BFM Immo

Crédit immobilier : 2016, c'est maintenant !

BFM Immo
Si la remontée des taux a été avérée durant l’été, depuis le mois de septembre, le mouvement s’est atténué au profit d’une stabilité des taux qui devrait se prolonger au moins jusqu’à à la fin de l’année.

Après un été marqué par des hausses de taux pouvant atteindre jusqu’à 0,30 point sur un mois, on note une certaine accalmie depuis le mois de septembre. Peu de banques ont modifié leurs taux de crédit immobilier, même si quelques hausses ont encore été constatées… Certaines - dont une grande banque nationale - ont même procédé à des baisses de 0,10 %. Certes, les écarts demeurent importants d’une banque à l’autre - et au sein même des banques selon les profils - mais cette accalmie témoigne de leur volonté de rester compétitives pour préparer dès maintenant la production de crédits de 2016. En effet, les crédits demandés à partir de fin octobre seront comptabilisés dans la production de crédits de 2016 que les banques anticipent d’ores et déjà comme élevée.

Pour rappel, 2015 devrait être une année record avec une production d’environ 170 milliards d’euros, contre 114 milliards en 2014. Cette très forte activité s’explique en partie par l’envolée des renégociations de prêts, sur lesquelles il ne faudra plus compter en 2016. Si au 1er semestre 2015, la part des renégociations représentait 40 % des demandes de prêts en moyenne, ce chiffre a progressivement diminué depuis fin août pour atteindre moins de 20 % actuellement. Deux raisons à cela : la plupart des crédits immobiliers qui pouvaient être renégociés l’ont déjà été et pour les autres, la légère remontée des taux rend l’opération moins avantageuse. En outre, les crédits récents, accordés depuis début 2014 l’ont été à des taux attractifs ne nécessitant pas de renégociation.
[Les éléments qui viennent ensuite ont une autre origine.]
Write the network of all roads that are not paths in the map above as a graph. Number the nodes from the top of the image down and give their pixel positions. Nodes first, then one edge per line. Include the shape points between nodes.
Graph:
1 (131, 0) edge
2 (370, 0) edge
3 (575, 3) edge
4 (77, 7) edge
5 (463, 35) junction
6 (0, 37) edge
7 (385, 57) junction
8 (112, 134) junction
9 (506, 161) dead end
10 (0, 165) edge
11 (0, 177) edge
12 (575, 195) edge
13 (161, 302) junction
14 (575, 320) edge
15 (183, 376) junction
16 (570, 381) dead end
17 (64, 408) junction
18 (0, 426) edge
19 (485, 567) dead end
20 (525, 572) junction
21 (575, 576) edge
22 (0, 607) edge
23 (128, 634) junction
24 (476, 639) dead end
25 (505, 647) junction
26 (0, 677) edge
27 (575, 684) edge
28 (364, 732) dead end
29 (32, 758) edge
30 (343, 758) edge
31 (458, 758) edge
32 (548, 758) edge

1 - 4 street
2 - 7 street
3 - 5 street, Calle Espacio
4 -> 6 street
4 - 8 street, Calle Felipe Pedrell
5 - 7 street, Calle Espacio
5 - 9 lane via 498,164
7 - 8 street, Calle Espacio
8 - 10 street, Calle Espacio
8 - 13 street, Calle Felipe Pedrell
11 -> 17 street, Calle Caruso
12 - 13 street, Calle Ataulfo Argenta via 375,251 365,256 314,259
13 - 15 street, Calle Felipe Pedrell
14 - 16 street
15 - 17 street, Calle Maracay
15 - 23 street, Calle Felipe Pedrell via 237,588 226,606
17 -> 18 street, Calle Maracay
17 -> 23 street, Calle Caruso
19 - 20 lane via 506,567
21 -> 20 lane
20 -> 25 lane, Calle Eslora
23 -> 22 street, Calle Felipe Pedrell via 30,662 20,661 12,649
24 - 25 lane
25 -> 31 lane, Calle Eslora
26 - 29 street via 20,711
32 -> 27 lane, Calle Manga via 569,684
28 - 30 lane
Ainsi le mouvement de remontée des taux enclenché avant l’été n’aura finalement pas duré car l’engorgement de dossiers de prêts dans les banques s’est progressivement résorbé en septembre, les taux d’emprunt d’Etat ont beaucoup diminué pour retomber au niveau de juin 2015 et les banques ont poursuivi leur politique de taux attractifs, malgré des objectifs de production déjà atteints. Dans ce contexte et avec un mouvement de renégociations qui devrait se tarir, les taux devraient rester désormais très avantageux et pourraient même rebaisser légèrement dans les prochaines semaines pour conquérir de nouveaux emprunteurs, car pour les banques, c’est maintenant que se prépare la production 2016.